I have done tons of searching and can not come up with much definitive info.
I picked up an EIP kit said to have the turbonetics t4 60-1 hifi rebuilt, and said to be for a mk3 from another vortexer. 
Ended up being the turbonetics turbine housing on a china charger and intercooler piping for a mk4. There's roughly an 1/8 inch gap between the turbine wheel and housing, so I'm trying to figure out whats the largest journal bearing turbo I can fit. I know I can pick up another turbonetics but was curious if I can fit any of the Garrett t04 turbos. No quick spooling turbos if thats even at all possible given my manifold.


----------



## tractorsosa (Aug 19, 2009)

show me a pic of the ic piping,


----------



## VEE-DUBBER (Nov 22, 2000)

Its getting cut up

Sent from my SPH-L720 using Tapatalk 2


----------



## VEE-DUBBER (Nov 22, 2000)

I am interested in a T04S 60-1 with a .69 or .81 on center turbine housing, but not sure if the compressor cover will hit the motor mount. 

Nobody with experience with an EIP manifold setup has any input?


----------



## Gerg (Sep 15, 2006)

My car has an eip manifold
To4b .59 ar p trim on center 
Something like that, I think my rear engine mount was trimmed if not the clearance is super close


----------



## VEE-DUBBER (Nov 22, 2000)

Sounds like the original turbo used with the eip kit.


----------



## Gerg (Sep 15, 2006)

Not sure if its thr same
When I had the turbo rebuild they told me it had a 58mm inducer wheel
Made 362whp on 17psi c2 #42 8.5:1 mk4 cams short runner . No meth 94 octane
Works well enough for me in a mk2 power hits hard at 3700rpm


----------



## VEE-DUBBER (Nov 22, 2000)

Thats good to know. I appreciate the info. I am running the screwey turbo for the time being. The gap makes the .69 housing feel giant.

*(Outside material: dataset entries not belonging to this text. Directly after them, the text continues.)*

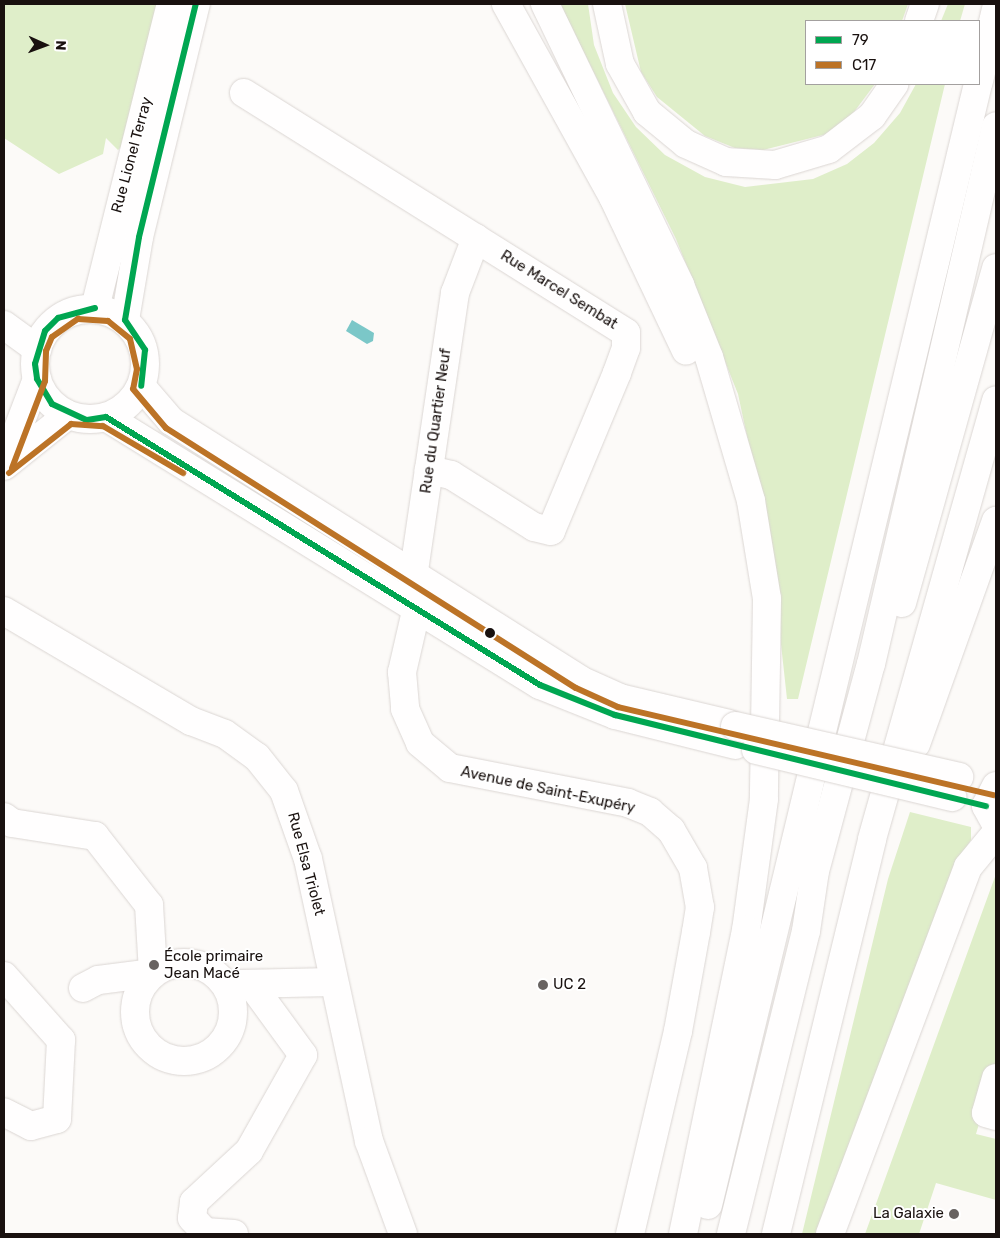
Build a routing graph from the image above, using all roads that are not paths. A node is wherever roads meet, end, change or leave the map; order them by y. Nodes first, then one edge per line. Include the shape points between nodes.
1 (171, 4) edge
2 (196, 4) edge
3 (506, 4) edge
4 (545, 4) edge
5 (607, 4) edge
6 (925, 4) edge
7 (996, 9) edge
8 (919, 20) edge
9 (980, 74) edge
10 (893, 85) edge
11 (977, 85) edge
12 (244, 92) dead end
13 (996, 126) edge
14 (476, 238) junction
15 (996, 268) edge
16 (95, 308) junction
17 (125, 320) junction
18 (4, 325) edge
19 (36, 348) junction
20 (37, 379) junction
21 (141, 386) junction
22 (996, 400) edge
23 (68, 415) junction
24 (106, 417) junction
25 (4, 465) edge
26 (429, 470) junction
27 (996, 521) edge
28 (413, 577) junction
29 (417, 607) junction
30 (4, 610) edge
31 (767, 694) junction
32 (735, 735) junction
33 (993, 801) edge
34 (4, 816) edge
35 (996, 833) edge
36 (872, 839) junction
37 (806, 931) junction
38 (153, 973) junction
39 (4, 976) edge
40 (223, 982) junction
41 (334, 982) junction
42 (252, 985) junction
43 (83, 988) dead end
44 (996, 1078) edge
45 (4, 1112) edge
46 (996, 1116) edge
47 (234, 1234) edge
48 (403, 1234) edge
49 (630, 1234) edge
50 (683, 1234) edge
51 (701, 1234) edge
52 (731, 1234) edge
53 (776, 1234) edge
54 (830, 1234) edge

1 - 16 main road, Rue Lionel Terray
2 - 17 main road, Rue Lionel Terray via 138,237
3 - 31 main road via 613,196 692,364 736,502
4 - 31 main road via 680,286 734,434 751,501 766,591
5 - 10 main road via 620,64 647,112 686,144 726,162 775,165 829,148 872,116
6 - 8 main road
7 - 9 main road
11 - 51 main road
12 - 14 main road, Rue Marcel Sembat
13 - 37 main road via 871,664 815,871
14 - 26 main road, Rue du Quartier Neuf via 455,292
14 - 26 main road, Rue Marcel Sembat via 626,333 626,348 551,531 534,527 451,475
15 - 37 main road via 828,873
16 - 17 main road
16 - 19 main road via 58,318
17 - 21 main road via 145,350
18 - 19 main road
19 - 20 main road
20 - 23 main road via 52,404
20 - 25 main road
21 - 24 main road via 133,400
21 - 28 main road via 171,421
22 - 36 main road
23 - 24 main road
23 - 25 main road
24 - 29 main road
26 - 28 main road, Rue du Quartier Neuf
27 - 36 main road via 910,762
28 - 29 main road, Rue du Quartier Neuf
28 - 32 main road via 580,680 620,698
29 - 32 main road via 540,685 616,715
29 - 49 main road, Avenue de Saint-Exupéry via 402,672 405,709 420,743 437,760 460,774 628,804 650,812 672,830 693,868 700,907 696,932 678,1031
30 - 41 main road, Rue Elsa Triolet via 191,721 225,734 256,757 284,791 301,834
31 - 50 main road via 764,799 746,930
32 - 33 main road, bridge via 956,787
34 - 38 main road via 12,824 95,836 149,904
35 - 54 main road via 968,867
36 - 53 main road
37 - 52 main road
38 - 40 main road via 167,965 198,964
38 - 40 main road via 136,1000 139,1033 155,1051 177,1061 209,1054 221,1043 233,1013
38 - 43 main road via 98,980
39 - 45 main road via 61,1040 57,1119 31,1126
40 - 42 main road
41 - 42 main road
41 - 48 main road, Rue Elsa Triolet via 369,1141
42 - 47 main road via 303,1055 249,1151 194,1202 192,1218 206,1232
44 - 46 main road via 986,1114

Spool is pretty soft and linear at 8 pounds.


----------



## 636glx (Jul 17, 2007)

VEE-DUBBER said:


> I have done tons of searching and can not come up with much definitive info.
> I picked up an EIP kit said to have the turbonetics t4 60-1 hifi rebuilt, and said to be for a mk3 from another vortexer.
> Ended up being the turbonetics turbine housing on a china charger and intercooler piping for a mk4. There's roughly an 1/8 inch gap between the turbine wheel and housing, so I'm trying to figure out whats the largest journal bearing turbo I can fit. I know I can pick up another turbonetics but was curious if I can fit any of the Garrett t04 turbos. No quick spooling turbos if thats even at all possible given my manifold.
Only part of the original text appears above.